Anna Cociurovscaia1, Grzegorz Bujacz1, Agnieszka Pietrzyk-Brzezińska1
1Institute of Molecular and Industrial Biotechnology, Lodz University of Technology, 90-537 Lodz, Poland
anna.cociurovscaia@dokt.p.lodz.pl
The Escherichia coli CusS histidine kinase belongs to the bacterial two-component regulatory system CusS-CusR, engaged in sensing copper ions excess and activating the transcription of chemiosmotic efflux pump CusCFBA.1 The CusS like classical histidine kinase is a transmembrane multidomain protein.2 It binds copper by periplasmic sensor domain and propagates this signal toward the cytoplasmic catalytic core, through the coordinated conformational change of its subsequent domains.
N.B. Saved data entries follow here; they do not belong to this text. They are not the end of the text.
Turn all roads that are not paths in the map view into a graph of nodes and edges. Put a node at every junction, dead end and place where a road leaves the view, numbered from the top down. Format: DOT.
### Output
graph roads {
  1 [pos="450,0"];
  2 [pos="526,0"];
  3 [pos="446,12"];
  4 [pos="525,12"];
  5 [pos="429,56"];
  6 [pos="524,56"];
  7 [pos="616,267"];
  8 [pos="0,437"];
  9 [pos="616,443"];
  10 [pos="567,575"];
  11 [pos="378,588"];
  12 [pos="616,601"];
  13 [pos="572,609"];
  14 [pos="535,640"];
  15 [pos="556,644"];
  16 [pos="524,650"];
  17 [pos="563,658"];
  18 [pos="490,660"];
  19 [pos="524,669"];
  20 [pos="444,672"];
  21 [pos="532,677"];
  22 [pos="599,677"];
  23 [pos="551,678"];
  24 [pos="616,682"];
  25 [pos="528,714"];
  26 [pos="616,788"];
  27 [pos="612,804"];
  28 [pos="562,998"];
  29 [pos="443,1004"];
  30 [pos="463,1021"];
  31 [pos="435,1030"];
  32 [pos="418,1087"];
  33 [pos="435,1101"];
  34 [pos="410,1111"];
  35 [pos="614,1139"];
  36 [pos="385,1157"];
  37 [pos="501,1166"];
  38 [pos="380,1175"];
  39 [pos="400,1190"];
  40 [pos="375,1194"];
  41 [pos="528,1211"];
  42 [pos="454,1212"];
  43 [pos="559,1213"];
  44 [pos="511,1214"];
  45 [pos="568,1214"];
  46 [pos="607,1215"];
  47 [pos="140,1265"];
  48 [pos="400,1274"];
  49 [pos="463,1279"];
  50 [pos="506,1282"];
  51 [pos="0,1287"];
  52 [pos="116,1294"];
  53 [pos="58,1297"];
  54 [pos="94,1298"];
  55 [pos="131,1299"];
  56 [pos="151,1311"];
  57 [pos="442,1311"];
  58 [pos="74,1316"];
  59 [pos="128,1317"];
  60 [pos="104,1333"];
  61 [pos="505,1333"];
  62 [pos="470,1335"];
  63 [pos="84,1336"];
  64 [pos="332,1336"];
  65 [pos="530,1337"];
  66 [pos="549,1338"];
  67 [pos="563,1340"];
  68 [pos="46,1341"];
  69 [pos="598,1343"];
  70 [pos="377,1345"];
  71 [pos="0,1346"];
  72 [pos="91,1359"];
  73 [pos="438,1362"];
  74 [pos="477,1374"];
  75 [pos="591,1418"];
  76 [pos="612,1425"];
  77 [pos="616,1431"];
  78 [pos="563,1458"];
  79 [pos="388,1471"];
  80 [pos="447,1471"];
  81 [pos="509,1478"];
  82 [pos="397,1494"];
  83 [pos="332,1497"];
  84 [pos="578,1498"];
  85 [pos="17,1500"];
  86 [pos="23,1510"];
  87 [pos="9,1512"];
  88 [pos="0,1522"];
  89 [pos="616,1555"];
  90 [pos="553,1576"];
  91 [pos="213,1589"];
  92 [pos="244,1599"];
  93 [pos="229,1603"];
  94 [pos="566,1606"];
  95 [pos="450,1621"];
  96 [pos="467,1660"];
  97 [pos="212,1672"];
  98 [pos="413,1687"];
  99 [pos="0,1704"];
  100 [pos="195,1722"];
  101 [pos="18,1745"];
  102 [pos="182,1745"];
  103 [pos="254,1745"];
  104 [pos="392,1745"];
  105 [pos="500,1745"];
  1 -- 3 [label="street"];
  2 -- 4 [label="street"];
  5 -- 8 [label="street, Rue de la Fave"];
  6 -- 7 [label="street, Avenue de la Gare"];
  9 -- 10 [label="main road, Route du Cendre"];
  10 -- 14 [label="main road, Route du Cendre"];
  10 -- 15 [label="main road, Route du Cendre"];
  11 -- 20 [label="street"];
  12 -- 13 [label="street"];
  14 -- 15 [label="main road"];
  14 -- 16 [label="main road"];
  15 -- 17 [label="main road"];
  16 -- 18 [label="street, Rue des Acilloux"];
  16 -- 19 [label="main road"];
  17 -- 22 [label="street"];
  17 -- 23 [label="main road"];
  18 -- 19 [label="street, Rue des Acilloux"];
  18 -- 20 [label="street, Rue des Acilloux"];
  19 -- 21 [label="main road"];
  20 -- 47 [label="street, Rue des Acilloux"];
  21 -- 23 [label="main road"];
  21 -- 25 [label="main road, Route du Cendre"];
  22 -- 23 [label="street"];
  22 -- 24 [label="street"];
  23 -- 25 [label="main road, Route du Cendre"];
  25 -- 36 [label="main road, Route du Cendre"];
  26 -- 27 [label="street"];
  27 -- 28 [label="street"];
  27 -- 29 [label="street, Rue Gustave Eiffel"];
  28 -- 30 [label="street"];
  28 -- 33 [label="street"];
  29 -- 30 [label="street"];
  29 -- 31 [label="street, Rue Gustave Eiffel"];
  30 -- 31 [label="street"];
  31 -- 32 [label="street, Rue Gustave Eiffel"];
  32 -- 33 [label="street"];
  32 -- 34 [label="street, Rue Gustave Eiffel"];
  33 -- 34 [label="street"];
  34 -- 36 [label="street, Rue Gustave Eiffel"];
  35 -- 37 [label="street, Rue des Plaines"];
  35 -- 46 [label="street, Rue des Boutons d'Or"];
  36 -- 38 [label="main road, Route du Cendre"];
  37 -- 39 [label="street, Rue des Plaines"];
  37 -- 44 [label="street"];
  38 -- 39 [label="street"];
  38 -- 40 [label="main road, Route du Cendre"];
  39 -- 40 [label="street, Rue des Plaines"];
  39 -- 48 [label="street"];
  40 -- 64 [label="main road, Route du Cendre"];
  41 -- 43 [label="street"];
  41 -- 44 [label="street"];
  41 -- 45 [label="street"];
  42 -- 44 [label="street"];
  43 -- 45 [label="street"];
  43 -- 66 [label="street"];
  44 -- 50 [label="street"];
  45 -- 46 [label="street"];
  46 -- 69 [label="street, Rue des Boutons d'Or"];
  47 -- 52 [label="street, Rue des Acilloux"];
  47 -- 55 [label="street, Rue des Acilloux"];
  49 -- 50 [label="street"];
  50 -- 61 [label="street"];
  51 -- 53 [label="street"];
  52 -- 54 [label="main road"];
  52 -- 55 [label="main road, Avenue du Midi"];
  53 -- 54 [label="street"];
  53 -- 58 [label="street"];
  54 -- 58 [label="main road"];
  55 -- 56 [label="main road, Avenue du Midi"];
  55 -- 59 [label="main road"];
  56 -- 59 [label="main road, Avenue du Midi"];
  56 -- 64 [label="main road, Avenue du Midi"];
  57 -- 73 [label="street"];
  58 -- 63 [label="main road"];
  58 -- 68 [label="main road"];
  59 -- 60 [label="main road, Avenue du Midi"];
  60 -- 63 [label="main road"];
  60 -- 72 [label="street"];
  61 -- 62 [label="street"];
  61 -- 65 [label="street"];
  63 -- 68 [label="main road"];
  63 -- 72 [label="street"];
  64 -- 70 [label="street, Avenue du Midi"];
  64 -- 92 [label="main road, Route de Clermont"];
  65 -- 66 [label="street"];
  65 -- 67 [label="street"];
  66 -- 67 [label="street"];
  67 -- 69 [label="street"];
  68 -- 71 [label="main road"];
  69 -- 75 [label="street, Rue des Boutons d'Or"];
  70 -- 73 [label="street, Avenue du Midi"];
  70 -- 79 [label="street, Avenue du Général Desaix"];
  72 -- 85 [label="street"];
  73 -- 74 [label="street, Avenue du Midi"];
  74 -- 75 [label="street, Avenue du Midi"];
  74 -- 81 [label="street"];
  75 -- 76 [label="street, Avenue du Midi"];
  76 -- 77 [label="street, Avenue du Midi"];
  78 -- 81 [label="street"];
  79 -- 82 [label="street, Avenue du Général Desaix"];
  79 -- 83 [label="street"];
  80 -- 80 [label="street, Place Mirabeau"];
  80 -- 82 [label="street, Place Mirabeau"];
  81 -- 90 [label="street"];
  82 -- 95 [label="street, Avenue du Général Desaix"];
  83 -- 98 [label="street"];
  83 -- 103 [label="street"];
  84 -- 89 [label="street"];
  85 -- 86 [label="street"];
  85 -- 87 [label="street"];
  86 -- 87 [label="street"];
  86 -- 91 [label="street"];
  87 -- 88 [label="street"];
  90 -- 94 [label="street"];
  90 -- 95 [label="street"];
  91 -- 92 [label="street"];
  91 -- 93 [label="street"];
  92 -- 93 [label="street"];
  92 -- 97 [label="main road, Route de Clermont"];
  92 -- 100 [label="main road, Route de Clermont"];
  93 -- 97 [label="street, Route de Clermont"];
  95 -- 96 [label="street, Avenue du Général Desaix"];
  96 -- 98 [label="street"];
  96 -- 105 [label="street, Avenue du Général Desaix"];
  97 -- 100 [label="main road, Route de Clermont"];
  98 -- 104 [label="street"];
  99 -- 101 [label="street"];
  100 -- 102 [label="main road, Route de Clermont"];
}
Then, the kinase core binds ATP, autophosphorylates its conserved histidine residue and transmits the γ-phosphoryl group to its cognate response regulator CusR. As a consequence phosphorylatably induced response regulator binds to the target operon, responsible for the synthesis of copper-efflux pomp, regulating its transcription.3 A small amount of copper ions is indispensable for catalytic properties of enzymes involved in aerobic cell metabolism. Nonetheless, free copper ions excess in the cytoplasm generates damaging reactive hydroxyl radicals.4 For that reason, understanding bacterial copper sensing mechanism can contribute to reducing bacterial resistance and developing of bactericidal copper-based materials. Using the X-ray crystallography, the crystal structure of the CusS kinase core was solved at the resolution of 1.4 Å. The cytoplasmic catalytic domains ensemble in a homodimer structure. It allowed studying intramolecular and intermolecular interactions crucial for the mechanism of CusS autophosphorylation. Based on obtained structural data, conserved catalytic and structural motifs were identified and described. All conserved motifs classify CusS into the Type I family of histidine kinases, the most common group of these enzymes constituting 72% of all histidine kinases.
References:
[1] G.P. Munson, D.L. Lam, F.W. Outten, T. V. O’Halloran, J. Bacteriol., 182, (2000), 5864–5871.
[2] T. Affandi, A. V. Issaian, M.M. McEvoy, Biochemistry., 55, (2016), 5296–5306.
[3] G. Grass, C. Rensing, J. Bacteriol., 183, (2001), 2145–2147. 4. A. Giachino, K.J. Waldron, Mol. Microbiol., 114, (2020), 377–390.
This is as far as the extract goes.